Copy out the entries below exactly as they stand, but only from the line containing "position:relative; width:1572px; height:1894px;" through the line containing "font-size:21px; color:#141d17; font-weight:700".

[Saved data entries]
++++++++++++++++++++
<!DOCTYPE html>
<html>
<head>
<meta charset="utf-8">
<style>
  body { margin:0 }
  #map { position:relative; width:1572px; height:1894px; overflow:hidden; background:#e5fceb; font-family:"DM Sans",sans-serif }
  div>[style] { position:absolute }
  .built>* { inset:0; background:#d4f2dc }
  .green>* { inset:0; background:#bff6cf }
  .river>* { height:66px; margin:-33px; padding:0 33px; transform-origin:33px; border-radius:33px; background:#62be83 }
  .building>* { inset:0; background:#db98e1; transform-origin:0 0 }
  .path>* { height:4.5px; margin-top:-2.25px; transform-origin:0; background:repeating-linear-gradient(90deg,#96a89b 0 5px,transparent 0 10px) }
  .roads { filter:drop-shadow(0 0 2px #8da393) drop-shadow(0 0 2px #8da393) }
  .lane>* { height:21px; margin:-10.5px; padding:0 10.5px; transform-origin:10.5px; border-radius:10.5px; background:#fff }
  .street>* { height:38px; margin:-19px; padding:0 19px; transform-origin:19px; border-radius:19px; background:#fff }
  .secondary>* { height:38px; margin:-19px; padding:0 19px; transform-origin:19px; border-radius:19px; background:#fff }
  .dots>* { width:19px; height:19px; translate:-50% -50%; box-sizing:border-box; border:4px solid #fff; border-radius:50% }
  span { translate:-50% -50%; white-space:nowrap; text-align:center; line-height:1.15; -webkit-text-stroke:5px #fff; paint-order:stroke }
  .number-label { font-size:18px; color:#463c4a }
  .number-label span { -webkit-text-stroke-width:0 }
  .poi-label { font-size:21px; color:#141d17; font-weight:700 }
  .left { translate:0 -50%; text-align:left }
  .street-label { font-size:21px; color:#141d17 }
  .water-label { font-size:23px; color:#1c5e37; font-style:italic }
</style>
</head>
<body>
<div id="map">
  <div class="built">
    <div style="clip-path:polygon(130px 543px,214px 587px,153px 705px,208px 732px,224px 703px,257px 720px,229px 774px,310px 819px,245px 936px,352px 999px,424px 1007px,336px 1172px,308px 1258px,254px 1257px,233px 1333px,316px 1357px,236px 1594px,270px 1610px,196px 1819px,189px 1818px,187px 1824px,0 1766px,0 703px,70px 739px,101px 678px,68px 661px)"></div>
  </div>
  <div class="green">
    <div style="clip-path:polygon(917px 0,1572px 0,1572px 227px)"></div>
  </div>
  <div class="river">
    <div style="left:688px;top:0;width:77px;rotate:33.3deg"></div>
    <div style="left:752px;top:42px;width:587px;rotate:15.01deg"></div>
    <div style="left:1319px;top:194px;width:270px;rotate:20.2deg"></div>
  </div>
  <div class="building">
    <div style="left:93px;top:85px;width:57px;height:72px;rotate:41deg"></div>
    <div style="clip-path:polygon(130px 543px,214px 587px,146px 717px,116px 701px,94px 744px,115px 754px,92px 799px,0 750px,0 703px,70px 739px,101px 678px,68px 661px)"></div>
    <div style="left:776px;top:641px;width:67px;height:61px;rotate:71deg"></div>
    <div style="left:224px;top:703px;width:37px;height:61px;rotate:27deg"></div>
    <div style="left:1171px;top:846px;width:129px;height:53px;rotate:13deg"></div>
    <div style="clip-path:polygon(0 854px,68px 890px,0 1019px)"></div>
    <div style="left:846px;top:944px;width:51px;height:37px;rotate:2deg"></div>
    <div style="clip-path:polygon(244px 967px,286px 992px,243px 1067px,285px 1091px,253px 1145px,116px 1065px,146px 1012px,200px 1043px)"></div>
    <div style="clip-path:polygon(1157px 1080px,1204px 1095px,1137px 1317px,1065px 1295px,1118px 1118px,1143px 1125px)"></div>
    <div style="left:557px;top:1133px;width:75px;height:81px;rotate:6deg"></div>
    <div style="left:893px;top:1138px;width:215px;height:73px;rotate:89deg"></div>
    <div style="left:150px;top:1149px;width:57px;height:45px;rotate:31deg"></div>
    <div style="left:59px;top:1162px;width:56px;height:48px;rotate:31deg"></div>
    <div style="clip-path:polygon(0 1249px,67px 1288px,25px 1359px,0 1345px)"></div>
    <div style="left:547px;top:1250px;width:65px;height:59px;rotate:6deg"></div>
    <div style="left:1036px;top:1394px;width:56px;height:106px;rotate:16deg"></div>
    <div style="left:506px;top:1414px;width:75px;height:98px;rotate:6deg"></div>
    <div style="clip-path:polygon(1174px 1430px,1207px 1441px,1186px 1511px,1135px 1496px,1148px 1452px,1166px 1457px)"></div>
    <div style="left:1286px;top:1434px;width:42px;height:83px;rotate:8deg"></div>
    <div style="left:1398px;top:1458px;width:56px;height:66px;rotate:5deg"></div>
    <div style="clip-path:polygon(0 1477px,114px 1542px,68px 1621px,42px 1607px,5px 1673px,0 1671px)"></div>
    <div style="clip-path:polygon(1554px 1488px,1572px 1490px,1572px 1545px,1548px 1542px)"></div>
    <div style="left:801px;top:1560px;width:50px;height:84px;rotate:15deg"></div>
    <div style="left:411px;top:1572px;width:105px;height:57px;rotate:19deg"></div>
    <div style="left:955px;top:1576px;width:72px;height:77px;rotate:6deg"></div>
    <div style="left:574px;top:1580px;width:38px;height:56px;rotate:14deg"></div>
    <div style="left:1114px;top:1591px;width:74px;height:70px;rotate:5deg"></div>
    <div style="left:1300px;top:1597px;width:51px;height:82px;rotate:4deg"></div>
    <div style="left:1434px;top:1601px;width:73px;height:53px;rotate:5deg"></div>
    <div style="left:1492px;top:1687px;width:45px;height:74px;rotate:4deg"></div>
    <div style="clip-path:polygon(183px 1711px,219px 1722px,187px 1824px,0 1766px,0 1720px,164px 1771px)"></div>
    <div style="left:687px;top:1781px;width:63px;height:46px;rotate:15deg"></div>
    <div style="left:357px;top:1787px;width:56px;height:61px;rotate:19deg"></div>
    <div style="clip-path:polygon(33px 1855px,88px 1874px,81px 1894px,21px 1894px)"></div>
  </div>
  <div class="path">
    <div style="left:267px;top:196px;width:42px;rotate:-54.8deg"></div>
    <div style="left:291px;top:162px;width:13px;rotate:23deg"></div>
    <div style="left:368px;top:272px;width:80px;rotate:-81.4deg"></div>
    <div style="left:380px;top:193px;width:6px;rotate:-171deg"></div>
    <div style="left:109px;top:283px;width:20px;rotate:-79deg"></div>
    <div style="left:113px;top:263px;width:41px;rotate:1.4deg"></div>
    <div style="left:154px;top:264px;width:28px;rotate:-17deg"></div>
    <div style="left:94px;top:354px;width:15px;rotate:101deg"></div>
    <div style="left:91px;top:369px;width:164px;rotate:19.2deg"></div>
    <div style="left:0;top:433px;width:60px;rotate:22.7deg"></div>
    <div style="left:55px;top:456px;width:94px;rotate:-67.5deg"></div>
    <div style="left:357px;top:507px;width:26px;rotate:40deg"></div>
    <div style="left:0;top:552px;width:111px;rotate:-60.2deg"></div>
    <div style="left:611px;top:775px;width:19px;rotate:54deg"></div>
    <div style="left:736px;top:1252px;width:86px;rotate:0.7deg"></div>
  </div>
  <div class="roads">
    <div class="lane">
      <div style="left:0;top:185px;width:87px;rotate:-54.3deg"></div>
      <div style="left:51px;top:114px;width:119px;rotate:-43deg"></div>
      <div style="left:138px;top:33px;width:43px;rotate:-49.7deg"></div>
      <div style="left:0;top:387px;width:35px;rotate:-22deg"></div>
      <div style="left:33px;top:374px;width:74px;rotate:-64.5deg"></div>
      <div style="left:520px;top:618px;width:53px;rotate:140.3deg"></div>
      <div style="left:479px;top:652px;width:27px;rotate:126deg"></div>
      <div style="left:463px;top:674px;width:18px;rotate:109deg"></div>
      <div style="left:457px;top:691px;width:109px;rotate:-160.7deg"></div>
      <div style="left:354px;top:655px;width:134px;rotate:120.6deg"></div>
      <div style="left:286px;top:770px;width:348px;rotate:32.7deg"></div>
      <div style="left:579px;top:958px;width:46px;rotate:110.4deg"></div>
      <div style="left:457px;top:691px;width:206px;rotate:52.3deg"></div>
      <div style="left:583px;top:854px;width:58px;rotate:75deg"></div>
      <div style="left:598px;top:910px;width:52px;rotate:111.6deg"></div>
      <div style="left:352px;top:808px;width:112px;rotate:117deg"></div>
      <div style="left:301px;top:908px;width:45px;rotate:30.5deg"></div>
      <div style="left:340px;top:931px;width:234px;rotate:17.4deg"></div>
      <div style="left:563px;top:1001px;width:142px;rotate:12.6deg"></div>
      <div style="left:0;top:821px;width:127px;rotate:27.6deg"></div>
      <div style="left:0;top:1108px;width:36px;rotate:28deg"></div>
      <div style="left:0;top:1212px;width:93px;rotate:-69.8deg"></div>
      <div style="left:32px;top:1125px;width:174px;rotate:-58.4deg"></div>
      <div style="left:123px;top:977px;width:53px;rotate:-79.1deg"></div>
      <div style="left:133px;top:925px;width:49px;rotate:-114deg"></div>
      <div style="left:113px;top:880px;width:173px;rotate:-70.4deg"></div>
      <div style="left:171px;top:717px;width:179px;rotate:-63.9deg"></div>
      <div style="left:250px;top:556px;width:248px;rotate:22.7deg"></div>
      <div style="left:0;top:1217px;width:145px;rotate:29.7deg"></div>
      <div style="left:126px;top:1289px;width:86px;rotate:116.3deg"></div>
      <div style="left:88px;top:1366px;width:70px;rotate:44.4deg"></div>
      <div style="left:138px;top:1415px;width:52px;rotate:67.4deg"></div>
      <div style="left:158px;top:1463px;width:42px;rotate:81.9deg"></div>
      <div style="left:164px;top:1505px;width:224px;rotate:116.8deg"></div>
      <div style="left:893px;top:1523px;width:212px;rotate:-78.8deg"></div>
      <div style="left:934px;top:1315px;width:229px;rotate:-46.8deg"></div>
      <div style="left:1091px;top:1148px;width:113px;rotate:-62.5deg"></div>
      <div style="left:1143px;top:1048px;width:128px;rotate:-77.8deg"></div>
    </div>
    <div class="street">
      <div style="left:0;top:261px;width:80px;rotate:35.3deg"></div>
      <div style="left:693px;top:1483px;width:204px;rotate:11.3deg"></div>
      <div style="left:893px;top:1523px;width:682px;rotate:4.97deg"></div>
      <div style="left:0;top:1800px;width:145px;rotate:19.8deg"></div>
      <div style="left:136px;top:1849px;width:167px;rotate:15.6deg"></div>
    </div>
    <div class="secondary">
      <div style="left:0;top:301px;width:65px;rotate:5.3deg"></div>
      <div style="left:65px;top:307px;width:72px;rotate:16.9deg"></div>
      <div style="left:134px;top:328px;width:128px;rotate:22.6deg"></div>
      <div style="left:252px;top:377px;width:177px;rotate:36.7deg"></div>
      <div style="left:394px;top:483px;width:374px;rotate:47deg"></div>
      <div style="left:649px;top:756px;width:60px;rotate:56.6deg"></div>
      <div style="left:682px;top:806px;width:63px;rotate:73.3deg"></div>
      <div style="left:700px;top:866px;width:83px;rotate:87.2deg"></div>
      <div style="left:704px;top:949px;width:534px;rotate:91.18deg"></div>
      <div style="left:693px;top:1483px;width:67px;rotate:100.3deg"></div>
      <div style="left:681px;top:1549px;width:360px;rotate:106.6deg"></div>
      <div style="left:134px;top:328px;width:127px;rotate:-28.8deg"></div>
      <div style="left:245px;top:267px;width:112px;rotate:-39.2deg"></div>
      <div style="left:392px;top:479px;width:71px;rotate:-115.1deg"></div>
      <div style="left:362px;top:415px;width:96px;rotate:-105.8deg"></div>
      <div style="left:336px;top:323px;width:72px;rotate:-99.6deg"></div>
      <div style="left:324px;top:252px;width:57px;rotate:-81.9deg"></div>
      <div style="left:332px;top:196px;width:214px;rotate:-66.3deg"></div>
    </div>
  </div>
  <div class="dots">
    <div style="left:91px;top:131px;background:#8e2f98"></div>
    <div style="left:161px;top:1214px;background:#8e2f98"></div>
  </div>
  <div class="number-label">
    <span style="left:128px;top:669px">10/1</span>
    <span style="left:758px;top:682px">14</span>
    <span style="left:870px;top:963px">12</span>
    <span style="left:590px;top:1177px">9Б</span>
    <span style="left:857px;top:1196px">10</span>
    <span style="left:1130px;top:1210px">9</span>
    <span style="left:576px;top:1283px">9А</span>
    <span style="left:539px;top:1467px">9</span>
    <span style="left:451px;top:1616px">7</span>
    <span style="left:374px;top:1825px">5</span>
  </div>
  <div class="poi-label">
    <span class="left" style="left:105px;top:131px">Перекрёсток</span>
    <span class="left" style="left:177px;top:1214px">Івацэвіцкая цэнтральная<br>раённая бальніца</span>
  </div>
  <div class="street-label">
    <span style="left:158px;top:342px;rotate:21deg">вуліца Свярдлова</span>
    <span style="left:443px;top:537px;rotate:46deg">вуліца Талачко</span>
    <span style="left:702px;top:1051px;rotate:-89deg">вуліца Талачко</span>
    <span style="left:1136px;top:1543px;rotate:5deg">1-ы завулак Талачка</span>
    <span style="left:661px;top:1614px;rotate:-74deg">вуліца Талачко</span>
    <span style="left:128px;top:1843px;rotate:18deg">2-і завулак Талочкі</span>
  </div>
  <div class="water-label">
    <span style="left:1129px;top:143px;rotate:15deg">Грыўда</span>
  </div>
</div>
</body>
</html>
++++++++++++++++++++
▸ Response to this exercise
  #map { position:relative; width:1572px; height:1894px; overflow:hidden; background:#e5fceb; font-family:"DM Sans",sans-serif }
  div>[style] { position:absolute }
  .built>* { inset:0; background:#d4f2dc }
  .green>* { inset:0; background:#bff6cf }
  .river>* { height:66px; margin:-33px; padding:0 33px; transform-origin:33px; border-radius:33px; background:#62be83 }
  .building>* { inset:0; background:#db98e1; transform-origin:0 0 }
  .path>* { height:4.5px; margin-top:-2.25px; transform-origin:0; background:repeating-linear-gradient(90deg,#96a89b 0 5px,transparent 0 10px) }
  .roads { filter:drop-shadow(0 0 2px #8da393) drop-shadow(0 0 2px #8da393) }
  .lane>* { height:21px; margin:-10.5px; padding:0 10.5px; transform-origin:10.5px; border-radius:10.5px; background:#fff }
  .street>* { height:38px; margin:-19px; padding:0 19px; transform-origin:19px; border-radius:19px; background:#fff }
  .secondary>* { height:38px; margin:-19px; padding:0 19px; transform-origin:19px; border-radius:19px; background:#fff }
  .dots>* { width:19px; height:19px; translate:-50% -50%; box-sizing:border-box; border:4px solid #fff; border-radius:50% }
  span { translate:-50% -50%; white-space:nowrap; text-align:center; line-height:1.15; -webkit-text-stroke:5px #fff; paint-order:stroke }
  .number-label { font-size:18px; color:#463c4a }
  .number-label span { -webkit-text-stroke-width:0 }
  .poi-label { font-size:21px; color:#141d17; font-weight:700 }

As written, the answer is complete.